At the same time, analysts believe a more robust dollar would normally dampen the performance of precious metals, which are priced in dollars, but that has not happened in the past two sessions. Gold was generally pushed higher as the region reported its first big gains, and it appears traders are continuing to buy safe-haven assets such as precious metals in the face of a potentially worsening economic backdrop.
On the alert for a further global outbreak, risk aversion will continue to spread and precious metals bulls may be heading for a bigger outbreak.

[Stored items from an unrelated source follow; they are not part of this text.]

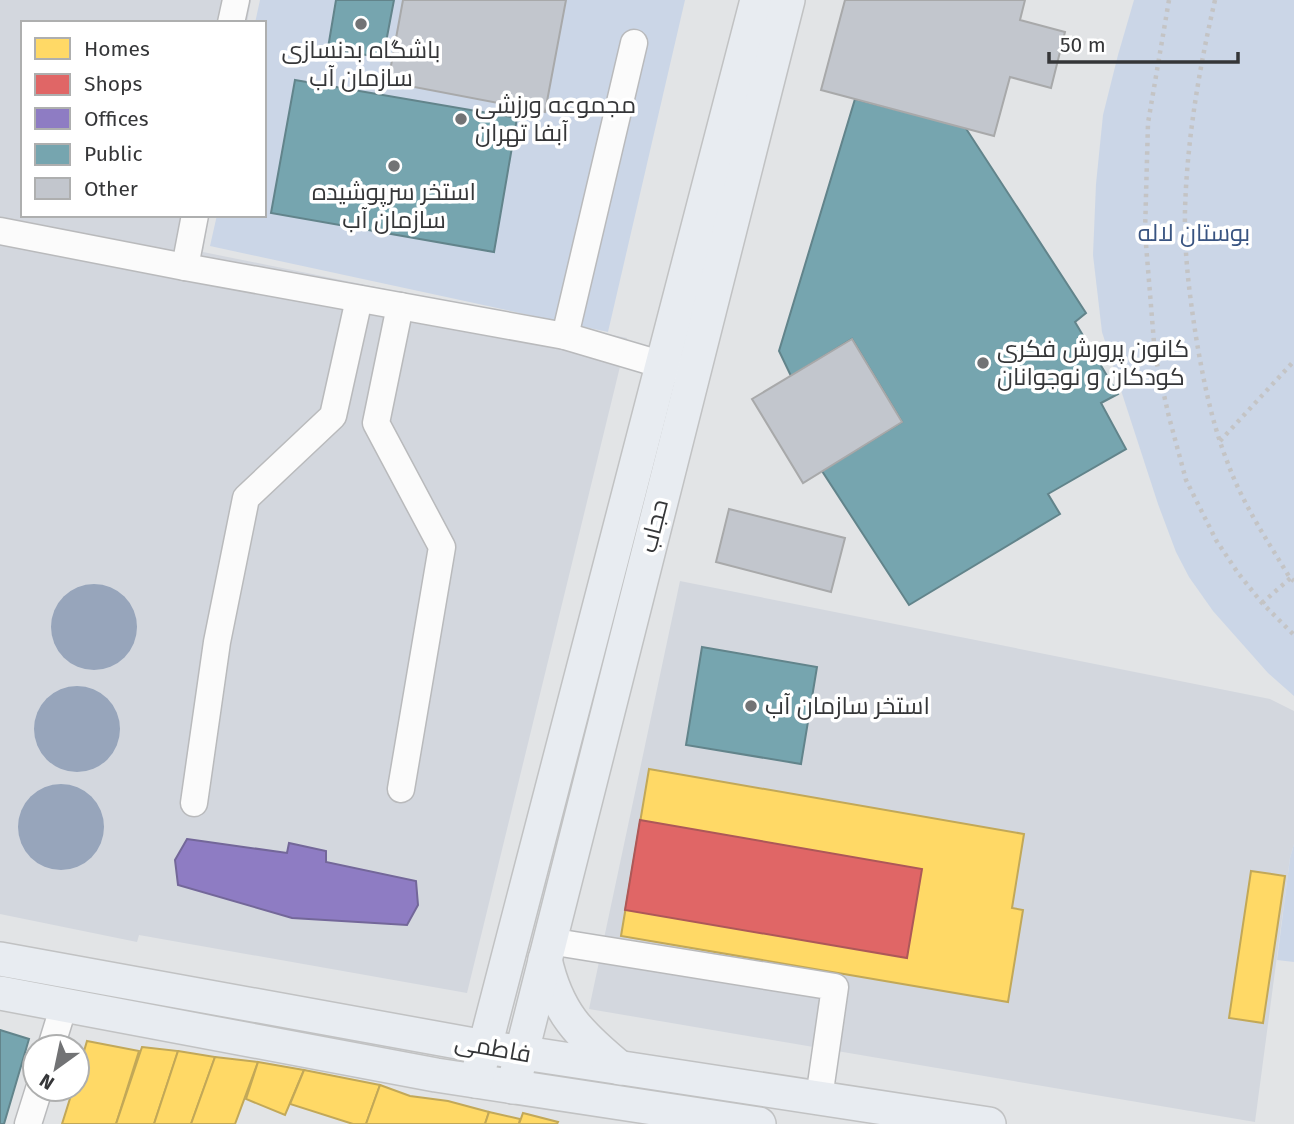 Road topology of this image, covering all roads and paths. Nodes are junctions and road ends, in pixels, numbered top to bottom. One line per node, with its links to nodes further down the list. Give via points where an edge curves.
1 (236, 0): 6 (street)
2 (758, 0): 15 (main road, حجاب)
3 (788, 0): 15 (main road, حجاب)
4 (1169, 0): 20 (path, via 1148,123 1145,232 1155,355 1186,480 1216,540)
5 (1214, 0): 18 (path, via 1191,128 1185,214 1191,309)
6 (232, 21)
7 (634, 43): 13 (street)
8 (195, 217): 10 (street)
9 (0, 232): 10 (street)
10 (185, 267): 11 (street)
11 (359, 299): 12 (street); 16 (street)
12 (400, 306): 13 (street); 17 (street)
13 (565, 336): 15 (street)
14 (1294, 361): 18 (path)
15 (678, 369): 24 (main road, حجاب); 30 (main road, حجاب)
16 (333, 416): 17 (street); 23 (street, via 246,498 217,642)
17 (376, 423): 22 (street, via 442,547)
18 (1220, 441): 19 (path, via 1252,515)
19 (1293, 578): 20 (path)
20 (1262, 603): 21 (path)
21 (1294, 635)
22 (401, 789)
23 (194, 803)
24 (547, 950): 31 (main road, حجاب); 32 (main road, via 550,983 559,1003 587,1039); 36 (street, via 835,987)
25 (0, 959): 26 (main road, فاطمی)
26 (71, 972): 28 (main road); 30 (main road, فاطمی)
27 (0, 993): 28 (main road, فاطمی)
28 (64, 1004): 29 (street); 33 (main road, فاطمی)
29 (55, 1033)
30 (485, 1047): 31 (main road, فاطمی); 33 (main road, حجاب)
31 (522, 1053): 32 (main road, فاطمی); 35 (main road, حجاب)
32 (620, 1068): 34 (main road, فاطمی)
33 (476, 1081): 35 (main road, فاطمی)
34 (738, 1086): 36 (main road, فاطمی); 38 (main road)
35 (513, 1087): 38 (main road, فاطمی)
36 (819, 1098): 41 (main road, فاطمی)
37 (35, 1103): 39 (street)
38 (725, 1121): 40 (main road, فاطمی)
39 (28, 1124)
40 (759, 1124)
41 (989, 1124)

On the daily chart, the dollar index rebounded further from its lows, with the MACD green momentum column narrowing and the KDJ random index slightly tilted upward, indicating that the dollar rally momentum is still there and may continue to move upward.
On the 4-hour chart, the dollar index showed a modest rebound, the MACD red kinetic energy column unchanged, the KDJ random index moderate flat, indicating that the dollar may be caught in a short period of narrow consolidation trading.
On the daily chart, silver trading in a tight range, the MACD red kinetic energy column slightly expanded, the KDJ random index moderate pressure, indicating that silver may continue to trade in a tight range.
On the 4 hour chart, silver prices show a fairly narrow finishing trading, MACD red kinetic energy column unchanged, KDJ random index moderate decline, indicating that silver short will continue to narrow finishing.
fundamentals Positive factors :
- According to the latest statistics, the total number of confirmed covid-19 cases worldwide has exceeded 1.27 million, and the total number of deaths is close to 70,000. The cumulative number of confirmed COVID 19 cases in the us exceeded 330,000, still, the highest in the world and Germany became the fourth country with more than 100,000 confirmed cases.
- British prime minister Boris Johnson, who has been quarantined for 10 days with a novel coronavirus, has arrived at a hospital for tests.
- A record 6.648 million people applied for unemployment benefits in the week ended March 28, the labor department said on Thursday. Economists expect another four to five million workers to file for unemployment benefits last week as the coronavirus-related shutdown spread across the country. Estimates are as high as 9 million.
- The institute for supply management’s manufacturing index fell below the 50.0 line of expansion and contraction in March on Wednesday. The ISM manufacturing index fell to 49.1 last month from 50.1 in February. The decline in economic activity was driven by a sharp drop in new orders and output, the data showed.
Fundamental negative factors:
- The queen’s speech: “Although we have faced challenges before, this one is different. This time we join all nations in the global effort to heal with advanced science and our sincere passion. We will succeed, and success will be ours.”
- April 1 the federal reserve reduced the likelihood of a dollar crunch by expanding the ability of dozens of foreign central Banks to obtain dollars during the novel coronavirus crisis, allowing them to swap their holdings of U.S. debt for overnight loans in dollars.
- The sell-off in global stock markets highlights the growing risk of an outbreak that shows little sign of abating, given mounting evidence of a sharp global economic downturn. The dollar’s status as a global reserve currency makes it a natural safe haven.
- Russia’s central bank said it would stop buying gold from April 1, without explaining why.